[Task] Using the records below, report how many lines include "down", and give no more than the number.

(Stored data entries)
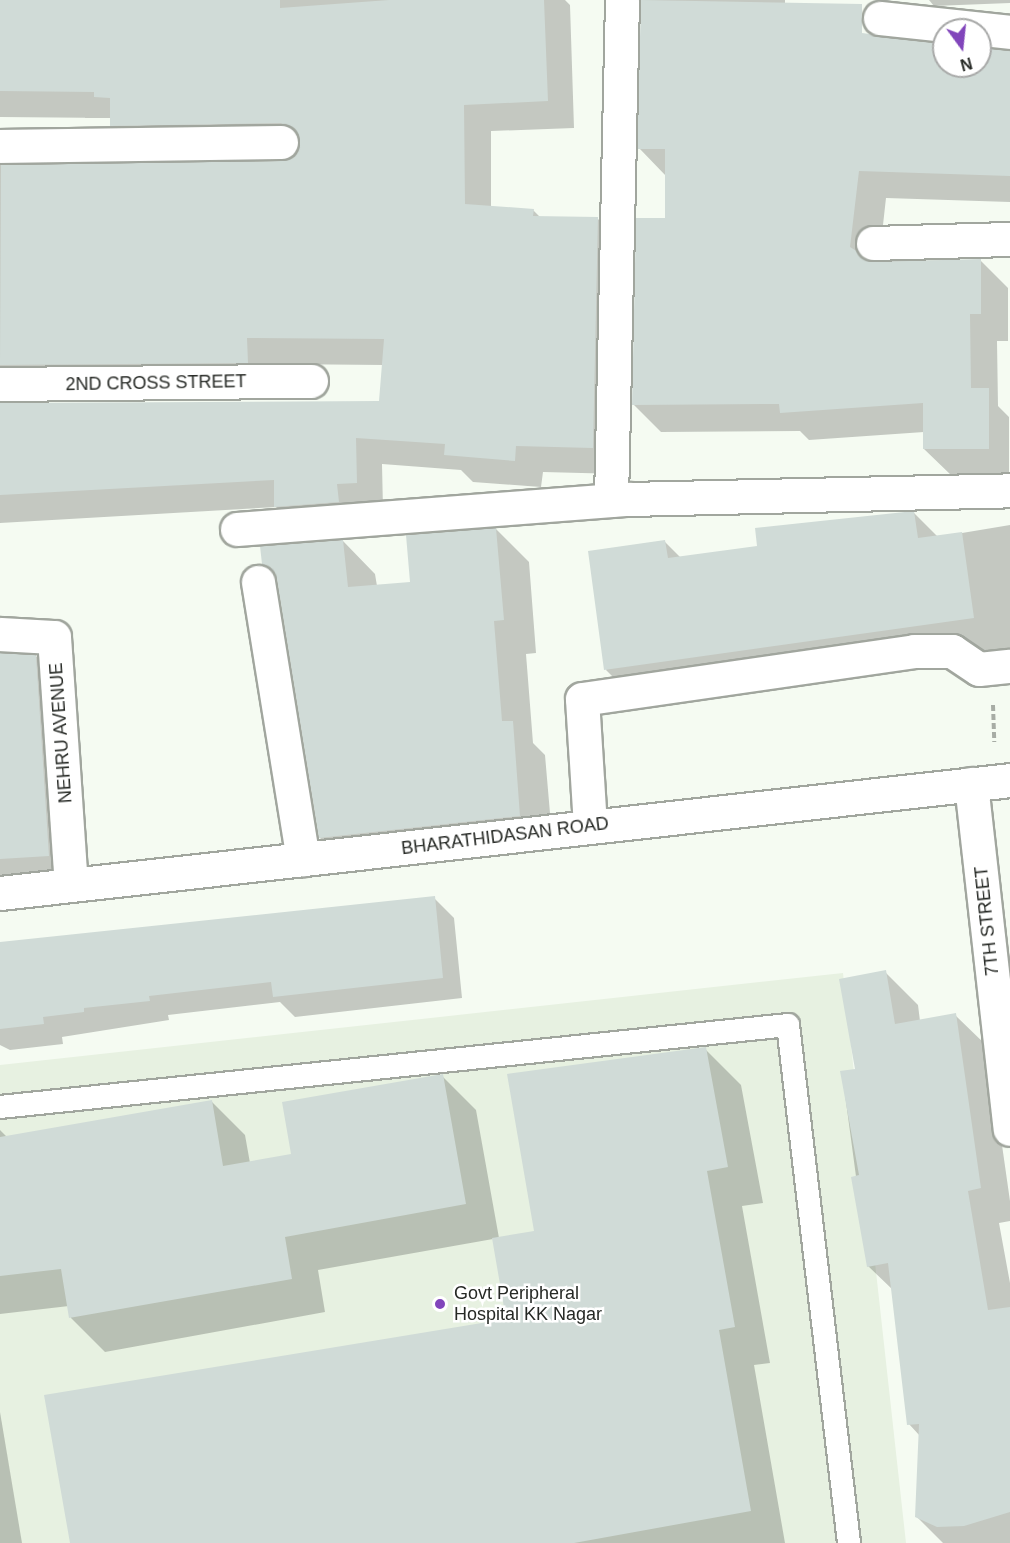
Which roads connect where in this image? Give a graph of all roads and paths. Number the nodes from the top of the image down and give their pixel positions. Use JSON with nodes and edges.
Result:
{"nodes":[{"id":1,"x":621,"y":0,"type":"edge"},
{"id":2,"x":880,"y":18,"type":"dead end"},
{"id":3,"x":1010,"y":32,"type":"edge"},
{"id":4,"x":281,"y":142,"type":"dead end"},
{"id":5,"x":0,"y":146,"type":"edge"},
{"id":6,"x":1010,"y":239,"type":"edge"},
{"id":7,"x":873,"y":243,"type":"dead end"},
{"id":8,"x":311,"y":381,"type":"dead end"},
{"id":9,"x":0,"y":384,"type":"edge"},
{"id":10,"x":1010,"y":490,"type":"edge"},
{"id":11,"x":611,"y":500,"type":"junction"},
{"id":12,"x":237,"y":529,"type":"dead end"},
{"id":13,"x":258,"y":582,"type":"dead end"},
{"id":14,"x":0,"y":634,"type":"edge"},
{"id":15,"x":1000,"y":667,"type":"edge"},
{"id":16,"x":993,"y":782,"type":"edge"},
{"id":17,"x":590,"y":826,"type":"junction"},
{"id":18,"x":303,"y":860,"type":"junction"},
{"id":19,"x":71,"y":884,"type":"junction"},
{"id":20,"x":0,"y":893,"type":"edge"},
{"id":21,"x":0,"y":1107,"type":"edge"},
{"id":22,"x":1010,"y":1129,"type":"edge"},
{"id":23,"x":849,"y":1543,"type":"edge"}],
"edges":[{"from":1,"to":11,"type":"street"},
{"from":2,"to":3,"type":"street"},
{"from":4,"to":5,"type":"street"},
{"from":6,"to":7,"type":"street"},
{"from":8,"to":9,"type":"street","name":"2ND CROSS STREET"},
{"from":10,"to":11,"type":"street"},
{"from":11,"to":12,"type":"street"},
{"from":13,"to":18,"type":"street"},
{"from":14,"to":19,"type":"street","name":"NEHRU AVENUE"},
{"from":15,"to":16,"type":"path"},
{"from":15,"to":17,"type":"street"},
{"from":16,"to":17,"type":"street","name":"BHARATHIDASAN ROAD"},
{"from":16,"to":22,"type":"street","name":"7TH STREET"},
{"from":17,"to":18,"type":"street","name":"BHARATHIDASAN ROAD"},
{"from":18,"to":19,"type":"street","name":"BHARATHIDASAN ROAD"},
{"from":19,"to":20,"type":"street","name":"BHARATHIDASAN ROAD"},
{"from":21,"to":23,"type":"lane"}]}
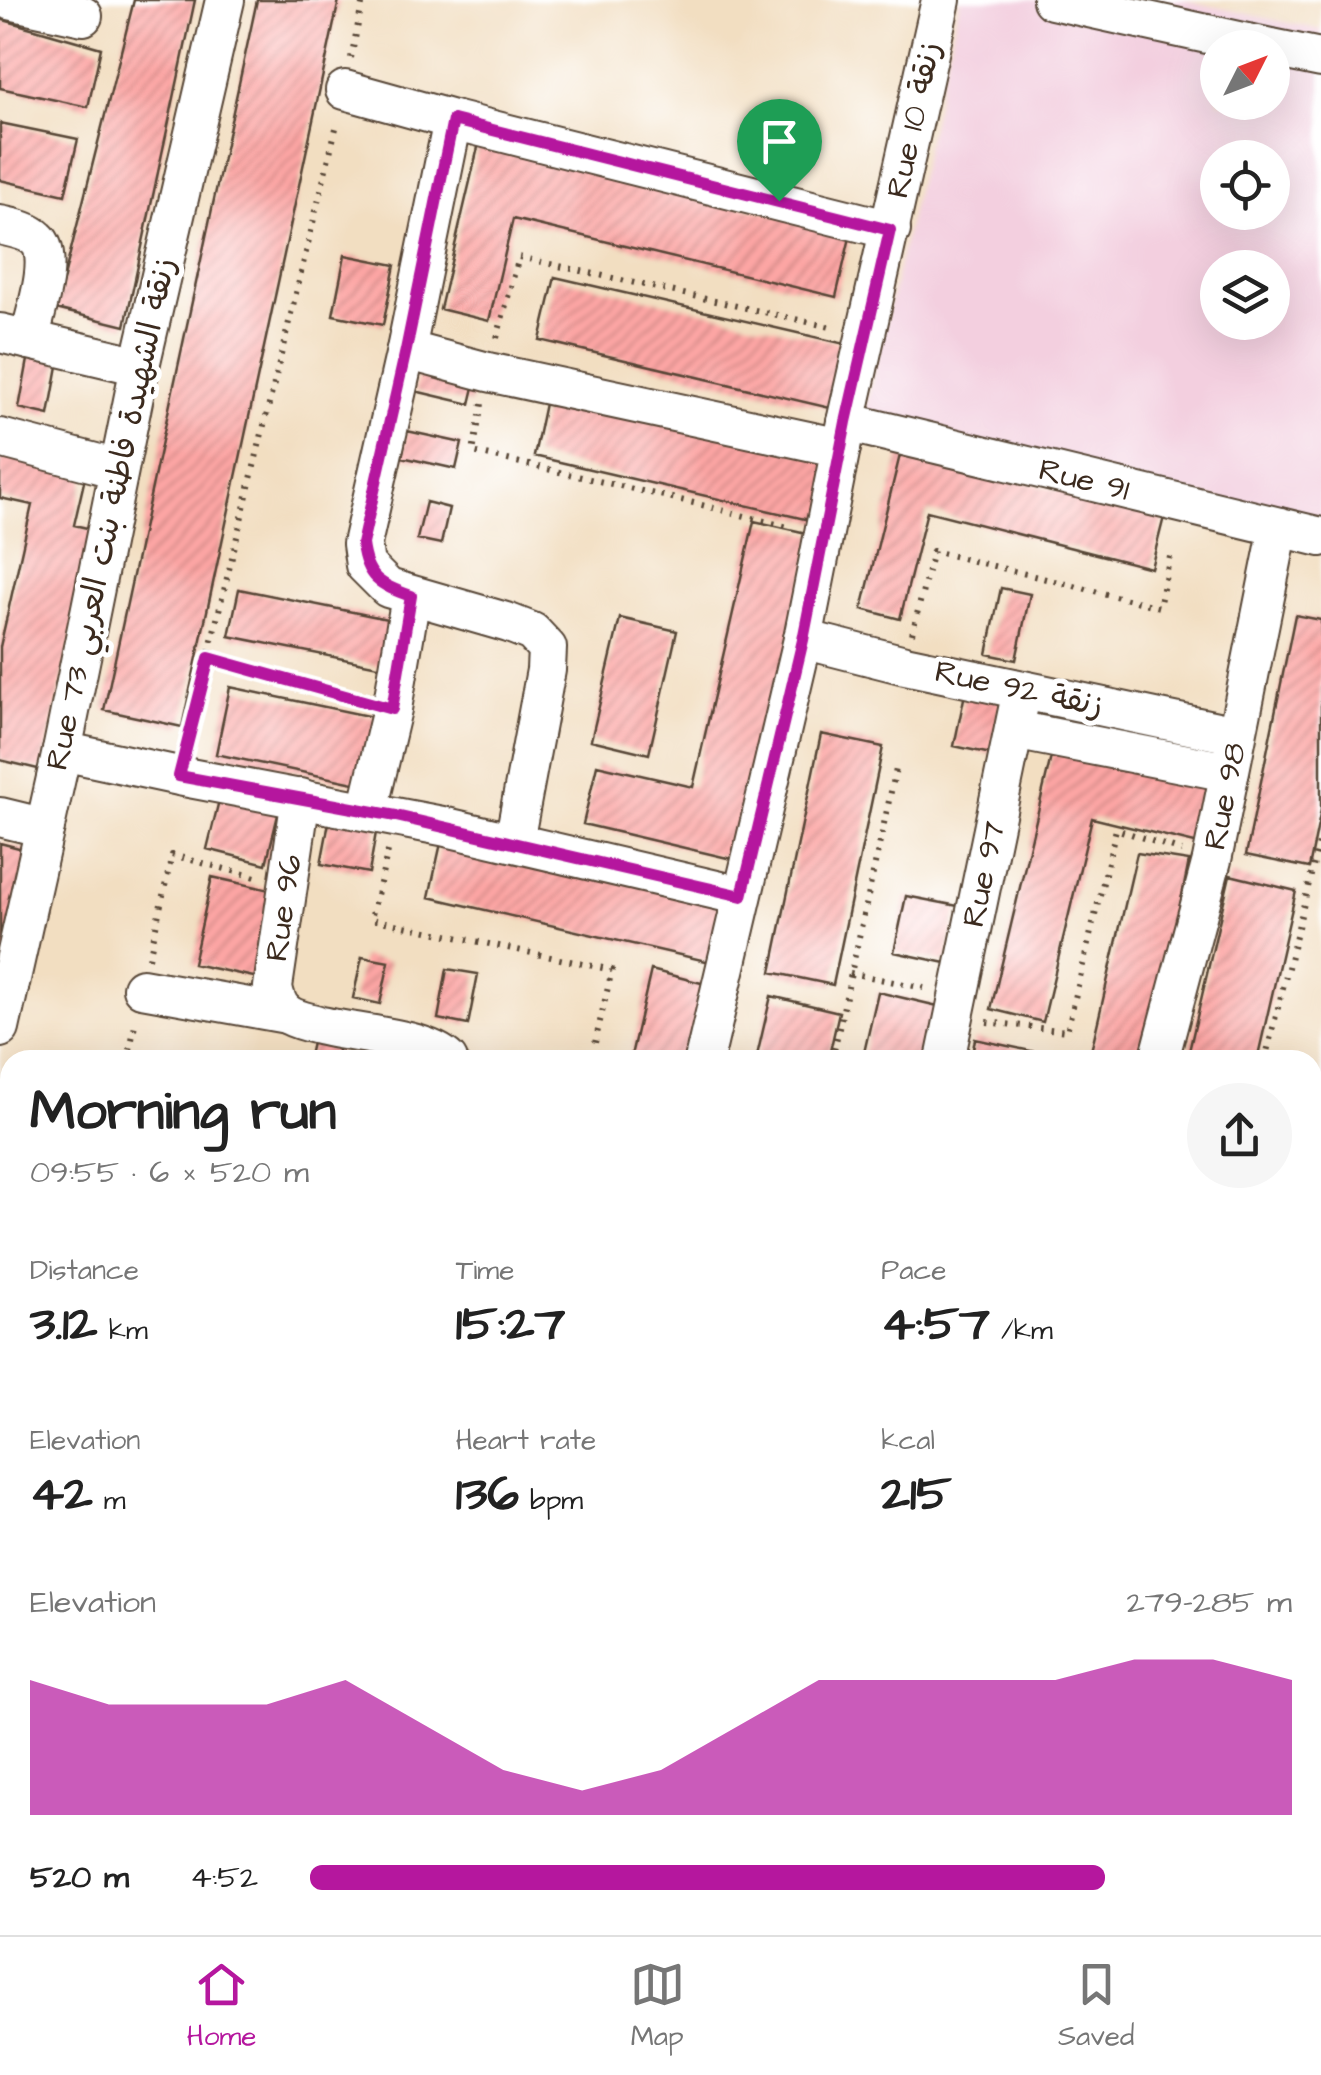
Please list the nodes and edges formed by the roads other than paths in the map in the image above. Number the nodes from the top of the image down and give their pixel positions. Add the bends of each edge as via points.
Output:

[Written solution] 2